97 min | R | June 17, 2022 | Searchlight Pictures
A repressed widow hires a young sex worker in a hotel room and arrives with a checklist of things she has never done. He arrives with patience and a fake name. The transaction turns into the most honest conversation either of them has had in years.
Nancy Stokes is a retired religious-education teacher, recently widowed, who has never had satisfying sex and never had an orgasm. She books a hotel room and hires a younger sex worker named Leo Grande to fix that. The film stays in that room across several meetings and watches the negotiation shift from a service rendered to a reckoning with shame, age, and a body Nancy has spent her life apologizing for. Sophie Hyde directs a two-hander that uses the bedroom as a confessional. The real subject is not sex. It is permission.
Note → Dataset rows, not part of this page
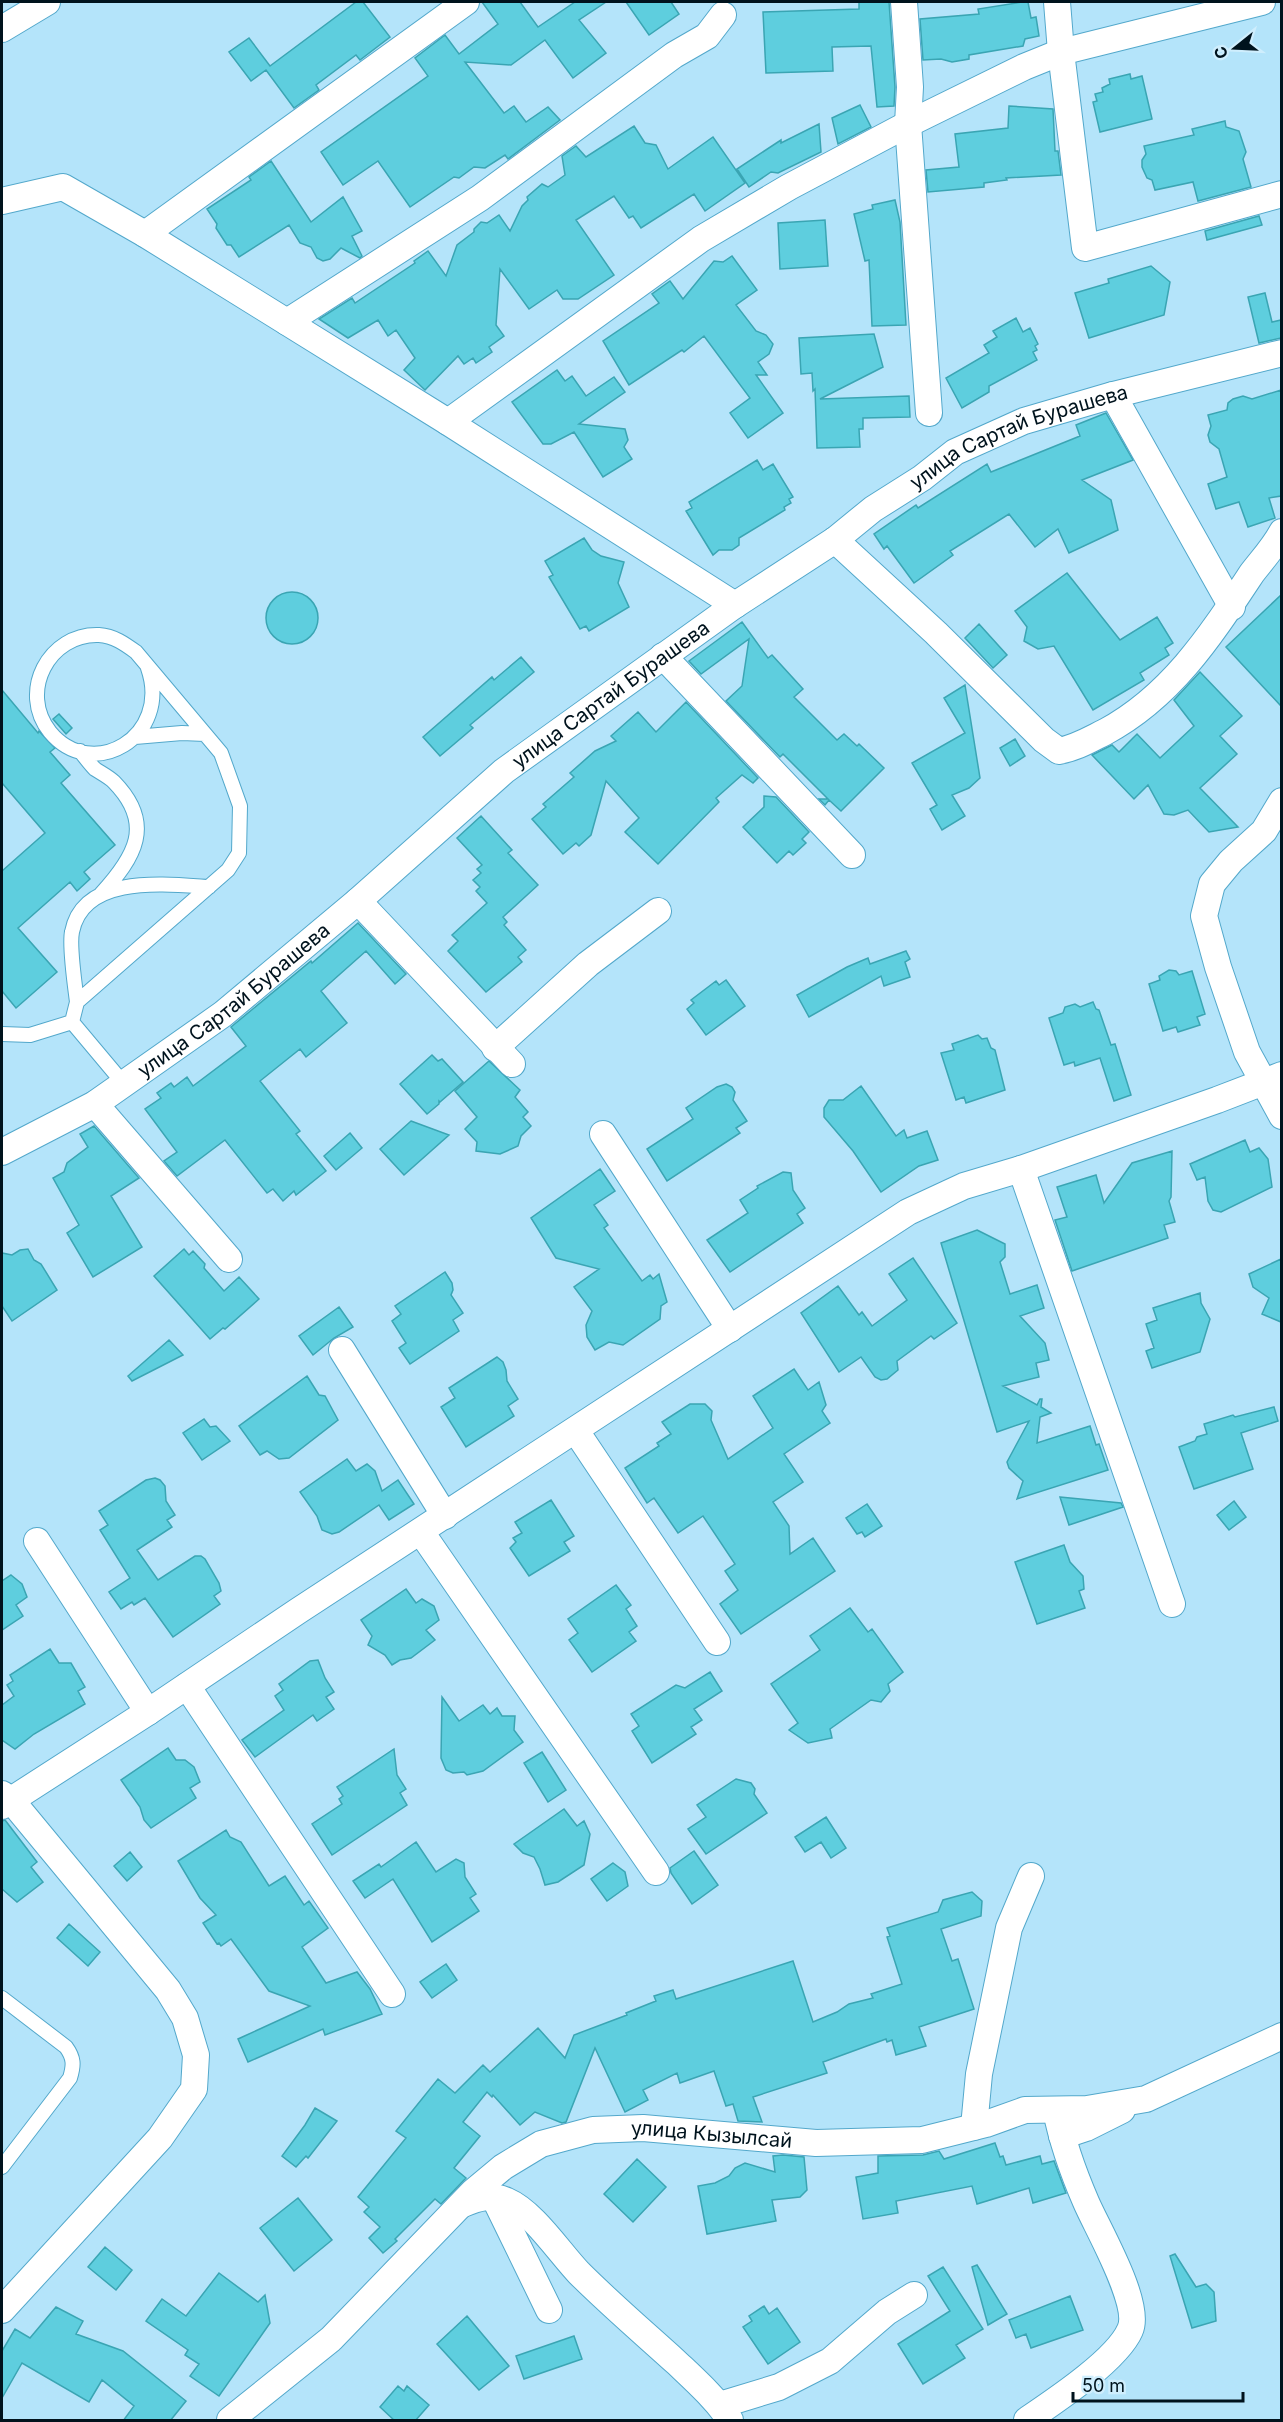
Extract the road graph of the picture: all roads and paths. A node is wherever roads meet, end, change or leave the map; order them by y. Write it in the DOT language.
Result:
graph roads {
  1 [pos="47,2"];
  2 [pos="466,2"];
  3 [pos="904,2"];
  4 [pos="1057,2"];
  5 [pos="1262,2"];
  6 [pos="723,15"];
  7 [pos="2,29"];
  8 [pos="1061,52"];
  9 [pos="908,124"];
  10 [pos="1281,194"];
  11 [pos="2,201"];
  12 [pos="145,234"];
  13 [pos="287,322"];
  14 [pos="1281,353"];
  15 [pos="1113,394"];
  16 [pos="929,413"];
  17 [pos="448,422"];
  18 [pos="1281,532"];
  19 [pos="835,540"];
  20 [pos="735,605"];
  21 [pos="1232,606"];
  22 [pos="663,656"];
  23 [pos="148,668"];
  24 [pos="205,734"];
  25 [pos="135,737"];
  26 [pos="80,751"];
  27 [pos="1281,801"];
  28 [pos="852,855"];
  29 [pos="209,887"];
  30 [pos="101,894"];
  31 [pos="358,901"];
  32 [pos="658,911"];
  33 [pos="77,1002"];
  34 [pos="72,1022"];
  35 [pos="2,1034"];
  36 [pos="1273,1078"];
  37 [pos="124,1084"];
  38 [pos="95,1104"];
  39 [pos="1281,1116"];
  40 [pos="603,1134"];
  41 [pos="2,1152"];
  42 [pos="1021,1169"];
  43 [pos="230,1259"];
  44 [pos="730,1329"];
  45 [pos="342,1350"];
  46 [pos="576,1431"];
  47 [pos="445,1516"];
  48 [pos="421,1532"];
  49 [pos="37,1541"];
  50 [pos="1172,1604"];
  51 [pos="717,1642"];
  52 [pos="187,1686"];
  53 [pos="148,1712"];
  54 [pos="5,1800"];
  55 [pos="656,1872"];
  56 [pos="1031,1876"];
  57 [pos="392,1994"];
  58 [pos="2,1998"];
  59 [pos="1281,2036"];
  60 [pos="1143,2099"];
  61 [pos="1056,2110"];
  62 [pos="974,2127"];
  63 [pos="1062,2136"];
  64 [pos="2,2167"];
  65 [pos="494,2196"];
  66 [pos="460,2205"];
  67 [pos="914,2295"];
  68 [pos="2,2310"];
  69 [pos="549,2310"];
  70 [pos="725,2413"];
  71 [pos="230,2421"];
  72 [pos="1027,2421"];
  1 -- 7 [label="street"];
  2 -- 12 [label="street"];
  3 -- 9 [label="street"];
  4 -- 8 [label="street"];
  5 -- 8 [label="street"];
  6 -- 13 [label="street"];
  8 -- 9 [label="street"];
  8 -- 10 [label="street"];
  9 -- 16 [label="street"];
  9 -- 17 [label="street"];
  11 -- 12 [label="street"];
  12 -- 13 [label="street"];
  13 -- 17 [label="street"];
  14 -- 15 [label="street, улица Сартай Бурашева"];
  15 -- 19 [label="street, улица Сартай Бурашева"];
  15 -- 21 [label="street"];
  17 -- 20 [label="street"];
  18 -- 21 [label="street"];
  19 -- 20 [label="street, улица Сартай Бурашева"];
  19 -- 21 [label="street"];
  20 -- 22 [label="street, улица Сартай Бурашева"];
  22 -- 28 [label="street"];
  22 -- 31 [label="street, улица Сартай Бурашева"];
  23 -- 24 [label="lane"];
  23 -- 25 [label="lane"];
  23 -- 26 [label="lane"];
  24 -- 25 [label="lane"];
  24 -- 29 [label="lane"];
  25 -- 26 [label="lane"];
  26 -- 30 [label="lane"];
  27 -- 36 [label="street"];
  29 -- 30 [label="lane"];
  29 -- 33 [label="lane"];
  30 -- 33 [label="lane"];
  31 -- 32 [label="street"];
  31 -- 37 [label="street, улица Сартай Бурашева"];
  33 -- 34 [label="lane"];
  34 -- 35 [label="lane"];
  34 -- 37 [label="lane"];
  36 -- 39 [label="street"];
  36 -- 42 [label="street"];
  37 -- 38 [label="street, улица Сартай Бурашева"];
  38 -- 41 [label="street, улица Сартай Бурашева"];
  38 -- 43 [label="street"];
  40 -- 44 [label="street"];
  42 -- 44 [label="street"];
  42 -- 50 [label="street"];
  44 -- 46 [label="street"];
  45 -- 47 [label="street"];
  46 -- 47 [label="street"];
  46 -- 51 [label="street"];
  47 -- 48 [label="street"];
  48 -- 52 [label="street"];
  48 -- 55 [label="street"];
  49 -- 53 [label="street"];
  52 -- 53 [label="street"];
  52 -- 57 [label="street"];
  53 -- 54 [label="street"];
  54 -- 68 [label="street"];
  56 -- 62 [label="street"];
  58 -- 64 [label="lane"];
  59 -- 60 [label="street, улица Кызылсай"];
  60 -- 61 [label="street, улица Кызылсай"];
  60 -- 63 [label="street"];
  61 -- 62 [label="street, улица Кызылсай"];
  61 -- 63 [label="street"];
  62 -- 66 [label="street, улица Кызылсай"];
  63 -- 72 [label="street"];
  65 -- 66 [label="street"];
  65 -- 69 [label="street"];
  65 -- 70 [label="street"];
  66 -- 71 [label="street, улица Кызылсай"];
  67 -- 70 [label="street"];
}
Emma Thompson plays Nancy as a woman armored in manners and self-deprecation. She turns nervous politeness into a weapon she points at herself. Thompson lets the cruelty leak out, the way Nancy judges other women and her own children to avoid judging herself. Daryl McCormack plays Leo with a warmth that reads as professional until it does not. He holds eye contact and keeps his voice level while Nancy flinches and deflects, and McCormack makes the listening itself feel like the performance. The two actors trade control back and forth, and the moment Nancy probes Leo’s real life is where his composure cracks.
Hyde shoots Katy Brand’s script with a deliberate refusal to flatter. The camera stays close in the single hotel room and lets long takes run so the silences land. The production design keeps the space neutral and slightly corporate, a blank box that throws the actors’ faces into relief. The most exposed shot in the film is a mirror Nancy faces alone, and the staging makes her stillness do the work that dialogue cannot. Brand’s writing gives Nancy the funniest lines and then makes those jokes curdle into self-loathing, so the comedy and the wound share the same sentence.
The film commits to the bottle-episode structure and earns it. By keeping the walls close, Hyde forces every revelation to come from the people instead of the plot. Nancy’s journey is not toward better sex. It is toward looking at herself without contempt. The film ends on that look and trusts the audience to understand what it costs her.